__Exercise goal__
Every record that follows should be printed verbatim.

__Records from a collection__
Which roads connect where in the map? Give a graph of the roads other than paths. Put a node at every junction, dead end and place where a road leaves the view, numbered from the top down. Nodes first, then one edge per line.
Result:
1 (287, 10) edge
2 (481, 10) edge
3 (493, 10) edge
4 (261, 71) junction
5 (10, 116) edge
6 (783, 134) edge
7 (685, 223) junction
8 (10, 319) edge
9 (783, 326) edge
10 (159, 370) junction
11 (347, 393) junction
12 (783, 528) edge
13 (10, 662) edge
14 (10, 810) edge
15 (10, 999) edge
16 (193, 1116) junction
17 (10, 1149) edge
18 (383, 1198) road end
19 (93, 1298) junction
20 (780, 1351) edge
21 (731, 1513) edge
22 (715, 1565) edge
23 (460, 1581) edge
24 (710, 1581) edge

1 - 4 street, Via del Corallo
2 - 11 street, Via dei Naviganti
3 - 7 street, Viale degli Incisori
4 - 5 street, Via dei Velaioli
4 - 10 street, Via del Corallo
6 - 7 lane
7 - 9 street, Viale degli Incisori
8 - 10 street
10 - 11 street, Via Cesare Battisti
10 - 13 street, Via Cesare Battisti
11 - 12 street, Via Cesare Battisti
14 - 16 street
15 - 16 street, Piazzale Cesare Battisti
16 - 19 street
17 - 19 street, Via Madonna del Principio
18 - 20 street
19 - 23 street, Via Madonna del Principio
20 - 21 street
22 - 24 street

__Response to this task__
Which roads connect where in the map? Give a graph of the roads other than paths. Put a node at every junction, dead end and place where a road leaves the view, numbered from the top down. Nodes first, then one edge per line.
Result:
1 (287, 10) edge
2 (481, 10) edge
3 (493, 10) edge
4 (261, 71) junction
5 (10, 116) edge
6 (783, 134) edge
7 (685, 223) junction
8 (10, 319) edge
9 (783, 326) edge
10 (159, 370) junction
11 (347, 393) junction
12 (783, 528) edge
13 (10, 662) edge
14 (10, 810) edge
15 (10, 999) edge
16 (193, 1116) junction
17 (10, 1149) edge
18 (383, 1198) road end
19 (93, 1298) junction
20 (780, 1351) edge
21 (731, 1513) edge
22 (715, 1565) edge
23 (460, 1581) edge
24 (710, 1581) edge

1 - 4 street, Via del Corallo
2 - 11 street, Via dei Naviganti
3 - 7 street, Viale degli Incisori
4 - 5 street, Via dei Velaioli
4 - 10 street, Via del Corallo
6 - 7 lane
7 - 9 street, Viale degli Incisori
8 - 10 street
10 - 11 street, Via Cesare Battisti
10 - 13 street, Via Cesare Battisti
11 - 12 street, Via Cesare Battisti
14 - 16 street
15 - 16 street, Piazzale Cesare Battisti
16 - 19 street
17 - 19 street, Via Madonna del Principio
18 - 20 street
19 - 23 street, Via Madonna del Principio
20 - 21 street
22 - 24 street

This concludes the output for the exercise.